一路さんがにこにこと、もも子に笑いかけた。そしてもも子の前の、さらしのかかったお皿に気が付く。

 「それはぼたもちかな?」

 「一路さん、ぼたもち好き?」

 もも子は一路さんと気軽に話ができる間柄だった。身体が大きく、山おおかみの血を引く一路さんは、はな子やもも子の2倍くらい背が高い。一見怖そうに見えるが、重たい米袋を軽々と運ぶ姿はかっこよく、いつもにこにこ笑っている頼もしいお兄さんだ。

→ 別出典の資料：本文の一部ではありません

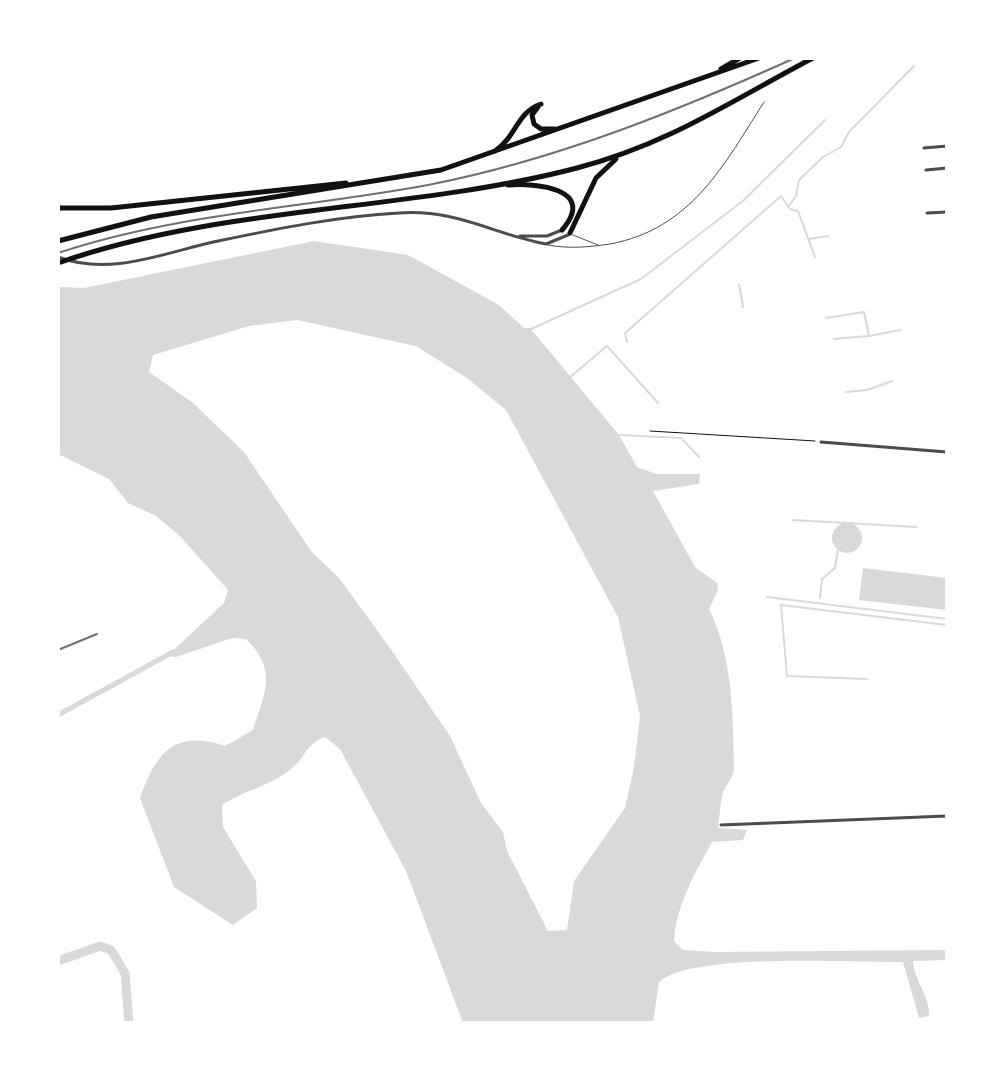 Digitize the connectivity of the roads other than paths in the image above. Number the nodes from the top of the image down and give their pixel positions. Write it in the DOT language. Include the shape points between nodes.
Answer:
graph roads {
  1 [pos="740,58"];
  2 [pos="759,58"];
  3 [pos="813,58"];
  4 [pos="710,76"];
  5 [pos="764,102"];
  6 [pos="564,128"];
  7 [pos="947,146"];
  8 [pos="924,148"];
  9 [pos="635,150"];
  10 [pos="488,156"];
  11 [pos="947,168"];
  12 [pos="926,170"];
  13 [pos="375,182"];
  14 [pos="472,189"];
  15 [pos="58,208"];
  16 [pos="947,212"];
  17 [pos="927,213"];
  18 [pos="562,230"];
  19 [pos="567,235"];
  20 [pos="520,236"];
  21 [pos="58,241"];
  22 [pos="546,244"];
  23 [pos="600,245"];
  24 [pos="572,247"];
  25 [pos="58,260"];
  26 [pos="821,442"];
  27 [pos="947,452"];
  28 [pos="947,816"];
  29 [pos="721,825"];
  1 -- 4 [label="main road"];
  2 -- 4 [label="main road"];
  3 -- 9 [label="main road" via="714,115"];
  4 -- 6 [label="main road"];
  5 -- 23 [label="lane" via="727,164 697,200 651,231"];
  6 -- 10 [label="main road"];
  6 -- 10 [label="main road" via="537,127 532,115 541,104 530,107 510,140"];
  7 -- 8 [label="street"];
  9 -- 14 [label="main road"];
  9 -- 19 [label="main road" via="601,172"];
  10 -- 13 [label="main road"];
  11 -- 12 [label="street"];
  13 -- 15 [label="main road"];
  13 -- 21 [label="main road" via="151,217"];
  14 -- 18 [label="main road" via="535,183 556,187 571,208"];
  14 -- 25 [label="main road" via="191,231"];
  16 -- 17 [label="street"];
  18 -- 19 [label="lane"];
  18 -- 19 [label="lane"];
  18 -- 20 [label="street"];
  19 -- 22 [label="street"];
  19 -- 23 [label="lane"];
  19 -- 24 [label="lane"];
  20 -- 22 [label="street"];
  20 -- 25 [label="street" via="456,216 407,212 227,239 115,265"];
  22 -- 24 [label="lane"];
  23 -- 24 [label="lane"];
  26 -- 27 [label="street"];
  28 -- 29 [label="street"];
} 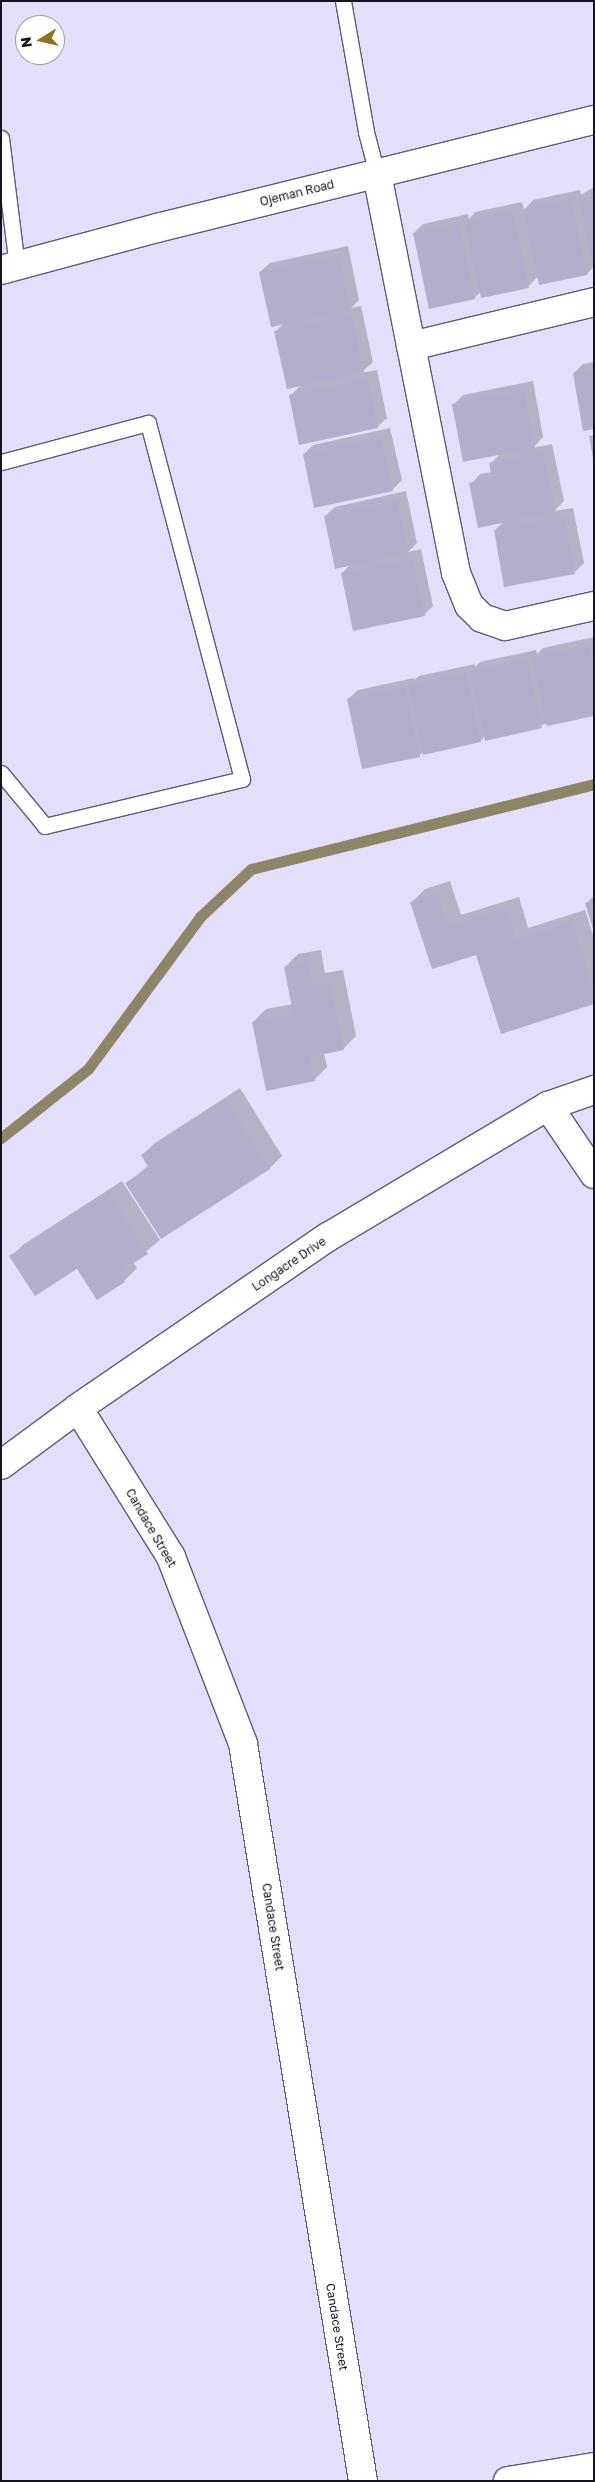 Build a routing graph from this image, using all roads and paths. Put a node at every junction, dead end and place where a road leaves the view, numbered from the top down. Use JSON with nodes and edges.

 それに一路さんはとても気が利き、いつも注文したお米を小さな袋に詰め替えて、配達してくれた。それは小柄なはな子でもお米を運びやすくするためだ。はな子はその点が気に入り、お米の注文はふくふく堂さんと決めていた。

 「そりゃ大好きだよ。お米を使っているし、特にはな子さんが作ったぼたもちは格別においしいよ。天下一品! お米たちも、こんなにおいしく作ってくれて、うれしいだろうな」

 一路さんはにこにこ笑う。

 もも子はその笑顔を見てうらやましく思った。こんな風に堂々と、ぼたもちが好きっていえたらいいのに。

 まぁ、一路さんははな子が作ったものなら、なんでもおいしい、というだろう。そう、一路さんははな子のことが好きなのだから。もちろん女子力のないはな子はそのことに気づいていないし、一路さん自身も気づいていないのかもしれない。

 「ぼたもちって、地味じゃない?」

 「地味? でも食べものはおいしいかどうかが一番じゃないの?」

 一路さんはもも子の乙女心なんて理解できない。しごく当たり前のことをいう。

 「お待たせしました。これがきょうの注文です」

 はな子がお店の奥から戻ってきた。一路さんはその伝票を受け取ると、

 「はな子さんのぼたもちは一番!」といい残すと、帰って行った。

 もも子の乙女心は救われないまま、作られたぼたもちははな子の手で店頭に並べられ、あっという間にその日の分が売れていった。

 常連のくまおくんのお父さんは、一度にお店のぼたもちを半分近くも買っていったし、ブナの森に住むフクロウ一家は、小豆だけでなくきな粉とごまなど、すべての味のぼたもちを買ってくれた。

 ぼたもちはこのままでいい。

 はな子のいうとおり、お客さんはいまのぼたもちが大好きで、もも子はそのようすを見ると複雑な気持ちになった。